Digital Doctor: Virtual House Calls via the Web
Feeling under the weather? At the nexus of Internet entrepreneurship
and the health-care revolution is America's Doctor Online, where you can
have a friendly, but mutually anonymous, keyboard-style chat with a physician
(free, live, 24 hours a day) and get a reference -- if you desire -- to
the nearest hospital that happens to be one of the site's paying sponsors.
Before long, you'll be able to buy discount health equipment and nonprescription
supplies for such conditions as diabetes, says Jeffrey Lefko, the company's
executive vice-president for sales and marketing and a long-time hospital
administrator. The one-year-old company has been on America Online since last
September, but it made its debut on the Web last week.
The company's founder, Dr. Scott Rikin, is a Baltimore internal medicine
specialist who got the idea from hearing patients say such things as, "I didn't
want to call you last night, so I went online and typed in 'asthma' and
got 2,000 matches," according to Lefko. So who at www.americasdoctor.com
will ease your anxiety about that scaly eczema at 2 a.m.? One of 120
doctors who are paid $60 to $70 an hour but who aren't practicing online medicine,
Lefko stresses: "They're more like health librarians."

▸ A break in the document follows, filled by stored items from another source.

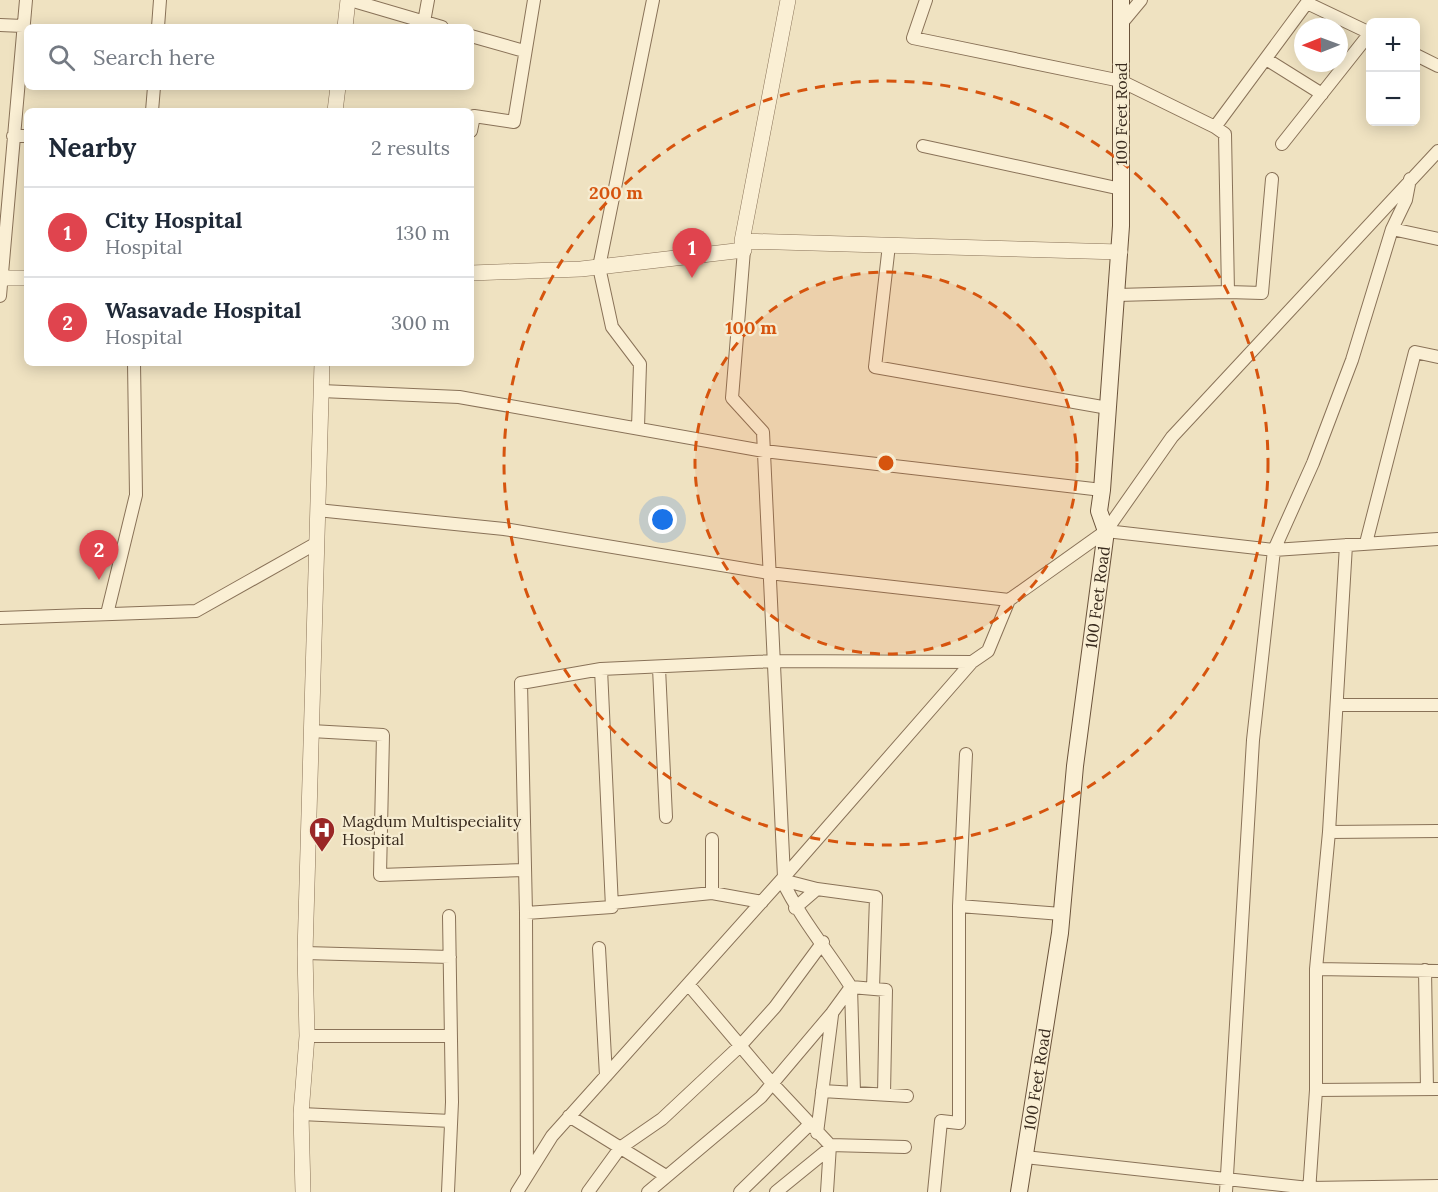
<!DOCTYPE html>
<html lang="en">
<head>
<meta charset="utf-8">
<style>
	body { margin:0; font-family:Lora,serif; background:#f2f2f3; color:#1f2937 }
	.controls { position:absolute; right:18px; top:18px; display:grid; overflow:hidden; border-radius:9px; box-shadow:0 3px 15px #0003 }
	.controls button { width:54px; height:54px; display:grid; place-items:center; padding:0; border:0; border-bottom:2px solid #e0e1e3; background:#fff; color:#1f2937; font:30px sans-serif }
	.compass { position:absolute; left:1294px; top:18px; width:54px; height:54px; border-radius:50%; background:#fff; box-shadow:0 3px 15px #0003; rotate:269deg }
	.you { position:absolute; left:663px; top:520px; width:21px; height:21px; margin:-15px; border:4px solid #fff; border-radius:50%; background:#1a73e8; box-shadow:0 0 0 9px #1a73e833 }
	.badge { display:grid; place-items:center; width:39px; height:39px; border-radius:50%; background:#9a2626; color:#fff; font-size:20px; font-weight:700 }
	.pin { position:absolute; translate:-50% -50px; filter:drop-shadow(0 2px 3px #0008) }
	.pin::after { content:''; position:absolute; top:32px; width:21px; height:18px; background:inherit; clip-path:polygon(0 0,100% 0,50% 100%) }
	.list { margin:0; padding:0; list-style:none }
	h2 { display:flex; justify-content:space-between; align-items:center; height:78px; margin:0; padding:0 24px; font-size:26px }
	h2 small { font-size:20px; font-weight:400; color:#747a83 }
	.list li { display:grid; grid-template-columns:39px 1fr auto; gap:18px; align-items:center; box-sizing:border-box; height:90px; padding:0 24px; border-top:2px solid #e0e1e3 }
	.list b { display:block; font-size:22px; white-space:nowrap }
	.list p { margin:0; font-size:20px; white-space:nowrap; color:#747a83 }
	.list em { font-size:20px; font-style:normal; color:#747a83 }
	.icon { flex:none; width:33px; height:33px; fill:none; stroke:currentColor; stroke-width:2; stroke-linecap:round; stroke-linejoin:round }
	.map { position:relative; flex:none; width:1438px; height:1192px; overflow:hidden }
	.search { position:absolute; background:#fff; box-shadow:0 3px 15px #0003; left:24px; top:24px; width:450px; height:66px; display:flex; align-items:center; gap:15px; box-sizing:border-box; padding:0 21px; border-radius:9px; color:#747a83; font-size:22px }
	.panel { position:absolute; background:#fff; box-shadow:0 3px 15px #0003; left:24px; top:108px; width:450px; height:258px; border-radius:9px }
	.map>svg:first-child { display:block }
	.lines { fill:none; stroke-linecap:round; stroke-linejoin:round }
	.minor-casing { stroke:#897258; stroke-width:14 }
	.tertiary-casing { stroke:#897258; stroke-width:16 }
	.secondary-casing { stroke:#6b533b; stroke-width:18 }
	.minor { stroke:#faefd4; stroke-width:12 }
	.tertiary { stroke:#faefd4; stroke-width:15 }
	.secondary { stroke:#faefd4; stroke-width:16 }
	.ring { fill:none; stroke:#d6540e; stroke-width:3; stroke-dasharray:10 8 }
	.labels { text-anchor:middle; stroke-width:4.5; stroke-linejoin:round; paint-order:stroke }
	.street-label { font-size:16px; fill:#382a1d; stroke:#f6ecd1 }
	.poi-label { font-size:16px; fill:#382a1d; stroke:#f6ecd1; text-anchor:start }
	.centre { fill:#d6540e; stroke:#f6ecd1; stroke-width:3 }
	.ring-label { font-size:18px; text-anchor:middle; font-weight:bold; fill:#d6540e; stroke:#f6ecd1; stroke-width:4.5; stroke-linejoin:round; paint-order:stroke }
</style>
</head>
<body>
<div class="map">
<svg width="1438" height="1192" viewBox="0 0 1438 1192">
	<rect width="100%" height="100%" fill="#efe2c1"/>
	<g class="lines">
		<g class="minor-casing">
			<path id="minor" d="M 350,0 L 442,27
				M 926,0 L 913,38 L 1121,81 L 1215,127 L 1309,0
				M 1307,3 L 1370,33
				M 424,22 L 428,0
				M 1121,24 L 1141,0
				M 0,25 L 23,26
				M 158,27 L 160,0
				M 471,36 L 524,51
				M 1416,55 L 1438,66
				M 1266,59 L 1322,94
				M 152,111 L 154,87
				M 471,131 L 474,116 L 514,122 L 534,0
				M 13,136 L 27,136
				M 1282,144 L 1370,33
				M 923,146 L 1121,189
				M 1392,229 L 1438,239
				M 889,245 L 875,367 L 1108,408
				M 744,250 L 732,398 L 763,432 L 784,877
				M 1228,292 L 1262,293 L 1272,179
				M 1117,295 L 1228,292 L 1225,134 L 1215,127
				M 0,296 L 26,0
				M 321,391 L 459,397 L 764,451 L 1102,490
				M 638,427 L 640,364 L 612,327 L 599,267 L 653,0
				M 317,510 L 504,529 L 769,573 L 1009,600
				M 1106,531 L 1274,550 L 1438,539
				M 1366,543 L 1415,352 L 1438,357
				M 107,614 L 136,495 L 134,363
				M 0,618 L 196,611 L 315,544
				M 659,668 L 666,817
				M 1337,705 L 1438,705
				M 311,731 L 383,735 L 380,875 L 525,870
				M 1329,832 L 1438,831
				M 782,880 L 817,889
				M 712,893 L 712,839
				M 612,903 L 712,893 L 762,902
				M 959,906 L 1062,914
				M 795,908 L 817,889 L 876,897 L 873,988
				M 526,913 L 612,907 L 601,669
				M 599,948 L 606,1076
				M 305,953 L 450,957
				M 1316,969 L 1438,971
				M 1425,970 L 1427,1089
				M 688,984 L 771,1082 L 830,1145 L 905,1147
				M 307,1036 L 451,1036
				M 1316,1090 L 1438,1089
				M 822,1091 L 907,1096
				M 854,1092 L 851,987 L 886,990 L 884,1094
				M 301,1114 L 451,1121
				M 569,1116 L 666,1176
				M 817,1133 L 832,1015
				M 1025,1157 L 1309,1188 L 1438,1186
				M 527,1174 L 526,913 L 521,683 L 601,669 L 774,661 L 972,662
				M 448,1192 L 452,1102 L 449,916
				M 517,1192 L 552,1136 L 784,877 L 972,662 L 988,651 L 1009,600 L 1106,531 L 1172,437 L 1438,151
				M 588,1192 L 620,1148 L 662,1119 L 740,1046 L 775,1007 L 823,942
				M 648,1192 L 761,1097 L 832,1013 L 851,987 C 828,951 800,918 782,880
				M 740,1192 L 809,1125
				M 776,1192 L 830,1148
				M 827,1192 L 830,1145
				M 934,1192 L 941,1121 L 959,1123 L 959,906 L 966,754
				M 1226,1192 L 1253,740 L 1274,550 L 1313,463 L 1352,360 L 1392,229 L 1406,200 L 1410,179
				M 1309,1192 L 1316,1090 L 1316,969 L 1329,832 L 1346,545"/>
		</g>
		<g class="tertiary-casing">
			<path id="tertiary" d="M 345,27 L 348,0
				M 335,111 L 338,87
				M 742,241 L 1120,252
				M 471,273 L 581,269 L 744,250 L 742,241 L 788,0
				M 0,278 L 27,278
				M 303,1192 L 301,1114 L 307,1036 L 305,953 L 322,363"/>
		</g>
		<g class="secondary-casing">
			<g id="secondary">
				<path id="s1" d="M 1019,1192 L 1060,933 L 1075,766 L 1106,531 L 1099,511 L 1102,490 L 1121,226 L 1121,0"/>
			</g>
		</g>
		<use href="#minor" class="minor"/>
		<use href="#tertiary" class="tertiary"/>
		<use href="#secondary" class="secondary"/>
	</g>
	<circle cx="886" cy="463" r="191" fill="#d6540e" fill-opacity=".12"/>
	<g class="ring">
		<circle cx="886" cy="463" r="191"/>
		<circle cx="886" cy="463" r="382"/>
	</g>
	<defs>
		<g id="hospital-pin" transform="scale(1.35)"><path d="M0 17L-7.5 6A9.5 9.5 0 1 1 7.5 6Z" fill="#9a2626" stroke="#f6ecd1"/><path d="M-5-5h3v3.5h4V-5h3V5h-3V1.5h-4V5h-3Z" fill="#fff"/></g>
	</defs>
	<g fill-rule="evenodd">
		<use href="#hospital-pin" x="322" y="830"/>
	</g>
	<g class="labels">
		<g class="street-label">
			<text transform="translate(1121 114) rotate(-90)" y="6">100 Feet Road</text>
			<text dy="6" stroke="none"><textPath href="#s1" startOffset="600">100 Feet Road</textPath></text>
			<text dy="6" stroke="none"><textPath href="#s1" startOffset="114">100 Feet Road</textPath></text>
		</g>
		<g class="poi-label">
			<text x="342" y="827">Magdum Multispeciality<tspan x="342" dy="18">Hospital</tspan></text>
		</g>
	</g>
	<circle cx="886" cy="463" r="9" class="centre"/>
	<g class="ring-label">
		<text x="616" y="199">200 m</text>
		<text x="751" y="334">100 m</text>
	</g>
</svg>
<div class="controls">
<button>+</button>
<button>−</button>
</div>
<svg class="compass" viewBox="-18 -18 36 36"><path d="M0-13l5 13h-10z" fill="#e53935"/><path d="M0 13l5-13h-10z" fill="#747a83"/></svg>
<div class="you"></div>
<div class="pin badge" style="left:692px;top:278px;background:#e0444e">1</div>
<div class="pin badge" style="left:99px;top:580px;background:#e0444e">2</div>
<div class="search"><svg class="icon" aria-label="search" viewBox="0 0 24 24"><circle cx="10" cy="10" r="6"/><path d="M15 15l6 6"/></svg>Search here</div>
<section class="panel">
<h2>Nearby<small>2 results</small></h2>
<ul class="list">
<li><span class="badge" style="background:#e0444e">1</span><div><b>City Hospital</b><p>Hospital</p></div><em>130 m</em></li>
<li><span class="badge" style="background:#e0444e">2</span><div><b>Wasavade Hospital</b><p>Hospital</p></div><em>300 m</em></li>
</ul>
</section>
</div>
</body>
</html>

The company just attracted $4 million in venture capital from Tullis-Dickerson &
Co. in Connecticut. In a press release, the VC firm said it was attracted
to the company's revenue model, which doesn't depend on advertising. Hospital
sponsors pay from $1,000 to $15,000 a month, says Lefko, depending on
size and other criteria. That certainly sounds like a more promising way
to make money than banner ads. Now, about my cough, doc.